- [TASK BRIEF]:
Copy each line of the data exactly. Leave nothing out.

- [Saved data entries]:
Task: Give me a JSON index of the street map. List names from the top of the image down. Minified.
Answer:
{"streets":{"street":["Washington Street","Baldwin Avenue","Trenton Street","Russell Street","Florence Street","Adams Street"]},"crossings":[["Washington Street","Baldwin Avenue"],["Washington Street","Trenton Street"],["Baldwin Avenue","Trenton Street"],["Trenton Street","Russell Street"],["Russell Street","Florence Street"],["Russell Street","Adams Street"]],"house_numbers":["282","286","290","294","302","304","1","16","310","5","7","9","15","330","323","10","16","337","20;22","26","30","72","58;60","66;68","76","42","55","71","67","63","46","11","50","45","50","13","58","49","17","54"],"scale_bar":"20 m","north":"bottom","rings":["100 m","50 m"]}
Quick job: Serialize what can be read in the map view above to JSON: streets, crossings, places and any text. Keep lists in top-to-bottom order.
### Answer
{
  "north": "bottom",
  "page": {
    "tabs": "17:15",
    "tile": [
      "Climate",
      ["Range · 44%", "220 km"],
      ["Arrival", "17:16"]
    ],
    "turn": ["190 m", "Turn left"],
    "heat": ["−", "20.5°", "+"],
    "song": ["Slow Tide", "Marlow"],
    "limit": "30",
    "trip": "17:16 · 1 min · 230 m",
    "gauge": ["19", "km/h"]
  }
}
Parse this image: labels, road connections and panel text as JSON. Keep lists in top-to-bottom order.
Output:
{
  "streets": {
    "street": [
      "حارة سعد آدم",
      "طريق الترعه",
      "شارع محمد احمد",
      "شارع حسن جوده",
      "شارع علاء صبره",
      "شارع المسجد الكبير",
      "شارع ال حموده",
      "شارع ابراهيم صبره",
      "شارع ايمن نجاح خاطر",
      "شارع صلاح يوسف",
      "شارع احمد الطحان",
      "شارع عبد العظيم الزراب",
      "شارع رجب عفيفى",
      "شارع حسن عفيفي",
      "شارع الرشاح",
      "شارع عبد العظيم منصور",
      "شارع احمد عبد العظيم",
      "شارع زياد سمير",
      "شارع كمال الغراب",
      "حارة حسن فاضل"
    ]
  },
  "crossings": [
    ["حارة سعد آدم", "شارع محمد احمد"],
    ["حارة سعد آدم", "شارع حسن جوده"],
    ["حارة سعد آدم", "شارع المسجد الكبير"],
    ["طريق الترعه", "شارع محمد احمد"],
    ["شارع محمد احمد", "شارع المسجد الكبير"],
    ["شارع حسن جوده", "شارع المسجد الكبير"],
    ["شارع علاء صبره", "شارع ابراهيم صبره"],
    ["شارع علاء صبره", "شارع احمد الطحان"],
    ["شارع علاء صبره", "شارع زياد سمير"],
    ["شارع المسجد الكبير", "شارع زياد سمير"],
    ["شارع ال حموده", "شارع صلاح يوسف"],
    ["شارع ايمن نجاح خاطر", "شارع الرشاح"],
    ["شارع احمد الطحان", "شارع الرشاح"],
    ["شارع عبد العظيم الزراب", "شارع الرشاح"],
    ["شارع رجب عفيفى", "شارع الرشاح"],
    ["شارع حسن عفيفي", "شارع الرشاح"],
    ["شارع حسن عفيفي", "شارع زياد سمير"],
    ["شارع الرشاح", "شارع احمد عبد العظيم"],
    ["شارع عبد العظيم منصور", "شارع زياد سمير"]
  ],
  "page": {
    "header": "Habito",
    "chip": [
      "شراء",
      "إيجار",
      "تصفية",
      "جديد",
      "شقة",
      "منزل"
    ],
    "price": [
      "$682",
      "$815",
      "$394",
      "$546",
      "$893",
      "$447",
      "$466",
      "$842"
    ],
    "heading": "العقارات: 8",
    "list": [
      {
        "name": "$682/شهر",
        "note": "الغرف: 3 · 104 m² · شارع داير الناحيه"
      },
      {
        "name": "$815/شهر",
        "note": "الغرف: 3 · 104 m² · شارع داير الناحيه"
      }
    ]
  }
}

- [COMPLETED EXERCISE]:
Task: Give me a JSON index of the street map. List names from the top of the image down. Minified.
Answer:
{"streets":{"street":["Washington Street","Baldwin Avenue","Trenton Street","Russell Street","Florence Street","Adams Street"]},"crossings":[["Washington Street","Baldwin Avenue"],["Washington Street","Trenton Street"],["Baldwin Avenue","Trenton Street"],["Trenton Street","Russell Street"],["Russell Street","Florence Street"],["Russell Street","Adams Street"]],"house_numbers":["282","286","290","294","302","304","1","16","310","5","7","9","15","330","323","10","16","337","20;22","26","30","72","58;60","66;68","76","42","55","71","67","63","46","11","50","45","50","13","58","49","17","54"],"scale_bar":"20 m","north":"bottom","rings":["100 m","50 m"]}
Quick job: Serialize what can be read in the map view above to JSON: streets, crossings, places and any text. Keep lists in top-to-bottom order.
### Answer
{
  "north": "bottom",
  "page": {
    "tabs": "17:15",
    "tile": [
      "Climate",
      ["Range · 44%", "220 km"],
      ["Arrival", "17:16"]
    ],
    "turn": ["190 m", "Turn left"],
    "heat": ["−", "20.5°", "+"],
    "song": ["Slow Tide", "Marlow"],
    "limit": "30",
    "trip": "17:16 · 1 min · 230 m",
    "gauge": ["19", "km/h"]
  }
}
Parse this image: labels, road connections and panel text as JSON. Keep lists in top-to-bottom order.
Output:
{
  "streets": {
    "street": [
      "حارة سعد آدم",
      "طريق الترعه",
      "شارع محمد احمد",
      "شارع حسن جوده",
      "شارع علاء صبره",
      "شارع المسجد الكبير",
      "شارع ال حموده",
      "شارع ابراهيم صبره",
      "شارع ايمن نجاح خاطر",
      "شارع صلاح يوسف",
      "شارع احمد الطحان",
      "شارع عبد العظيم الزراب",
      "شارع رجب عفيفى",
      "شارع حسن عفيفي",
      "شارع الرشاح",
      "شارع عبد العظيم منصور",
      "شارع احمد عبد العظيم",
      "شارع زياد سمير",
      "شارع كمال الغراب",
      "حارة حسن فاضل"
    ]
  },
  "crossings": [
    ["حارة سعد آدم", "شارع محمد احمد"],
    ["حارة سعد آدم", "شارع حسن جوده"],
    ["حارة سعد آدم", "شارع المسجد الكبير"],
    ["طريق الترعه", "شارع محمد احمد"],
    ["شارع محمد احمد", "شارع المسجد الكبير"],
    ["شارع حسن جوده", "شارع المسجد الكبير"],
    ["شارع علاء صبره", "شارع ابراهيم صبره"],
    ["شارع علاء صبره", "شارع احمد الطحان"],
    ["شارع علاء صبره", "شارع زياد سمير"],
    ["شارع المسجد الكبير", "شارع زياد سمير"],
    ["شارع ال حموده", "شارع صلاح يوسف"],
    ["شارع ايمن نجاح خاطر", "شارع الرشاح"],
    ["شارع احمد الطحان", "شارع الرشاح"],
    ["شارع عبد العظيم الزراب", "شارع الرشاح"],
    ["شارع رجب عفيفى", "شارع الرشاح"],
    ["شارع حسن عفيفي", "شارع الرشاح"],
    ["شارع حسن عفيفي", "شارع زياد سمير"],
    ["شارع الرشاح", "شارع احمد عبد العظيم"],
    ["شارع عبد العظيم منصور", "شارع زياد سمير"]
  ],
  "page": {
    "header": "Habito",
    "chip": [
      "شراء",
      "إيجار",
      "تصفية",
      "جديد",
      "شقة",
      "منزل"
    ],
    "price": [
      "$682",
      "$815",
      "$394",
      "$546",
      "$893",
      "$447",
      "$466",
      "$842"
    ],
    "heading": "العقارات: 8",
    "list": [
      {
        "name": "$682/شهر",
        "note": "الغرف: 3 · 104 m² · شارع داير الناحيه"
      },
      {
        "name": "$815/شهر",
        "note": "الغرف: 3 · 104 m² · شارع داير الناحيه"
      }
    ]
  }
}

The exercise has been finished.